El mismo, ubicado en el Parque Loyola, tendrá 20 metros de ancho y 30 metros de largo y permitirá que sea utilizado por jóvenes de la ciudad y la zona que se acerquen con las correspondientes medidas de seguridad.
Además, también en la última sesión, los ediles le dieron el visto bueno a la posibilidad de sumar voces especializadas a las tareas en comisión. En este sentido, se espera contar con la participación de arquitectos miembros de una asociación cordobesa con la cual ya estuvieron en contacto tiempo atrás a fin de que planteen requerimientos posibles y futuros desarrollos del lugar.

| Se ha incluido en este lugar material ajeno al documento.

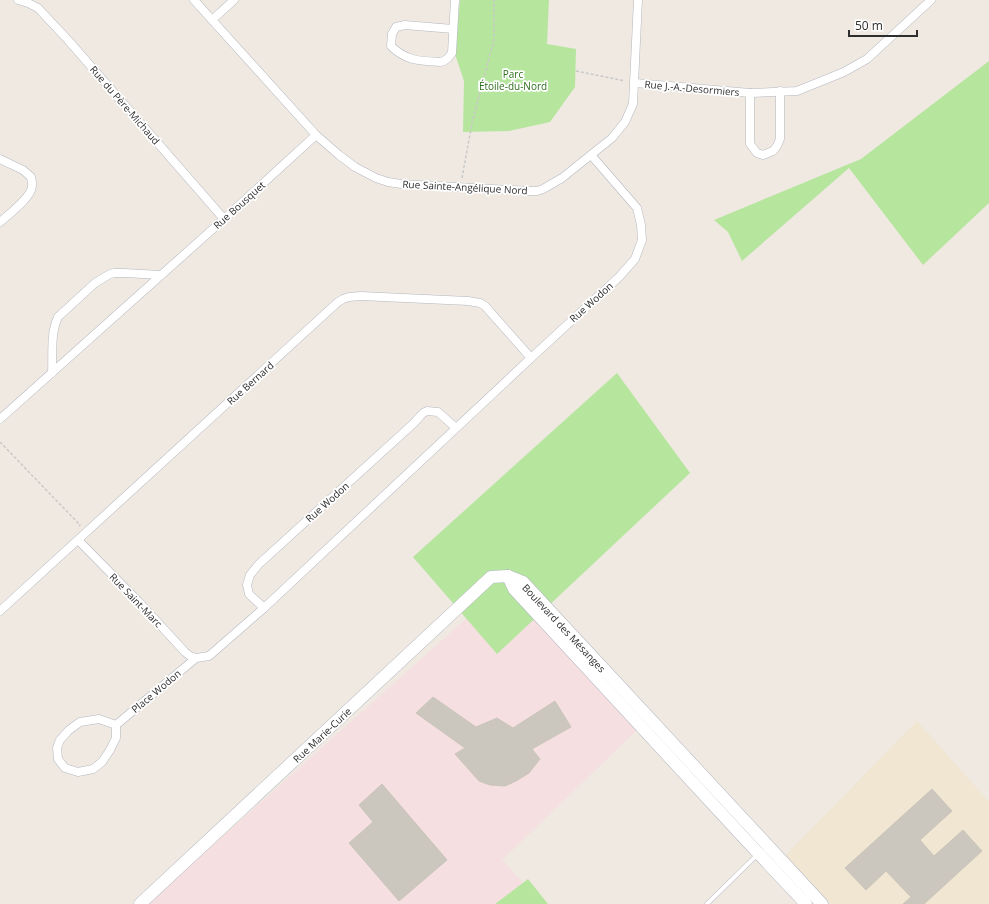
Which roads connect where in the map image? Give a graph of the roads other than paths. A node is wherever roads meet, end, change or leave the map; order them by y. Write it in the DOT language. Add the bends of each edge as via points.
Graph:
graph roads {
  1 [pos="18,0"];
  2 [pos="194,0"];
  3 [pos="234,0"];
  4 [pos="455,0"];
  5 [pos="638,0"];
  6 [pos="931,0"];
  7 [pos="212,20"];
  8 [pos="454,29"];
  9 [pos="634,83"];
  10 [pos="780,91"];
  11 [pos="750,93"];
  12 [pos="316,135"];
  13 [pos="591,155"];
  14 [pos="1,161"];
  15 [pos="224,218"];
  16 [pos="0,222"];
  17 [pos="160,275"];
  18 [pos="531,358"];
  19 [pos="52,373"];
  20 [pos="0,419"];
  21 [pos="456,428"];
  22 [pos="78,540"];
  23 [pos="508,576"];
  24 [pos="264,608"];
  25 [pos="0,611"];
  26 [pos="196,658"];
  27 [pos="116,725"];
  28 [pos="763,849"];
  29 [pos="140,904"];
  30 [pos="707,904"];
  31 [pos="806,904"];
  32 [pos="822,904"];
  1 -- 15 [label="street, Rue du Père-Michaud" via="38,8"];
  2 -- 7 [label="street, Rue Sainte-Angélique Nord"];
  3 -- 7 [label="street"];
  4 -- 8 [label="street"];
  5 -- 9 [label="street, Rue Sainte-Angélique Nord"];
  6 -- 10 [label="street, Rue J.-A.-Desormiers" via="867,59 844,72 797,91"];
  7 -- 12 [label="street, Rue Sainte-Angélique Nord"];
  8 -- 8 [label="street" via="396,27 392,34 392,46 403,56 413,60 444,61 452,53"];
  9 -- 11 [label="street, Rue J.-A.-Desormiers"];
  9 -- 13 [label="street, Rue Sainte-Angélique Nord" via="633,104 625,122 612,138"];
  10 -- 11 [label="street, Rue J.-A.-Desormiers"];
  10 -- 11 [label="street, Rue J.-A.-Desormiers" via="780,139 773,151 763,155 757,153 750,144"];
  12 -- 13 [label="street, Rue Sainte-Angélique Nord" via="355,168 376,178 401,184 530,191 543,189 562,178"];
  12 -- 15 [label="street, Rue Bousquet"];
  13 -- 18 [label="street, Rue Wodon" via="636,208 642,240 635,260 625,271"];
  14 -- 16 [label="street" via="23,170 31,177 32,186 23,201"];
  15 -- 17 [label="street, Rue Bousquet"];
  17 -- 19 [label="street, Rue Bousquet"];
  17 -- 19 [label="street" via="114,273 95,283 58,317 53,334"];
  18 -- 21 [label="street, Rue Wodon"];
  18 -- 22 [label="street, Rue Bernard" via="480,303 362,296 343,299"];
  19 -- 20 [label="street, Rue Bousquet"];
  21 -- 24 [label="street, Rue Wodon"];
  21 -- 24 [label="street, Rue Wodon" via="438,412 423,413 259,564 250,575 248,594"];
  22 -- 25 [label="street, Rue Bernard"];
  22 -- 26 [label="street, Rue Saint-Marc" via="185,652"];
  23 -- 28 [label="street, Boulevard des Mésanges" via="514,589"];
  23 -- 29 [label="street, Rue Marie-Curie" via="491,577"];
  24 -- 26 [label="street, Rue Wodon" via="210,656"];
  26 -- 27 [label="street, Place Wodon"];
  27 -- 27 [label="street" via="99,719 80,722 60,740 56,748 58,759 65,768 78,772 93,769 102,762 110,750 116,738"];
  28 -- 30 [label="lane"];
  28 -- 31 [label="street, Boulevard des Mésanges"];
  28 -- 32 [label="street, Boulevard des Mésanges"];
}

La intención no es ejecutar todo de una sola vez sino realizar mejoras graduales, aumentando servicios y prestaciones en la medida que el Presupuesto lo vaya permitiendo. Igualmente, el primer paso serviría para establecer un lugar de uso y así poder regular (o llegado el caso) sancionar a los jóvenes que estuvieran con sus tablas en otros espacios públicos. De esta forma, la circulación de los mismos por las calles, zigzagueando entre los autos, se reduciría, así como también la utilización de veredas y plazas, reduciéndose los accidentes y daños.
Más allá de haberse tratado en el Concejo, lejos de estar cerrado, el proyecto está abierto a incorporaciones y sugerencias que lo enriquezcan, señalaron ediles al referirse al tema, refiriendo que para comenzar, se basaron en una experiencia de la ciudad de Esperanza.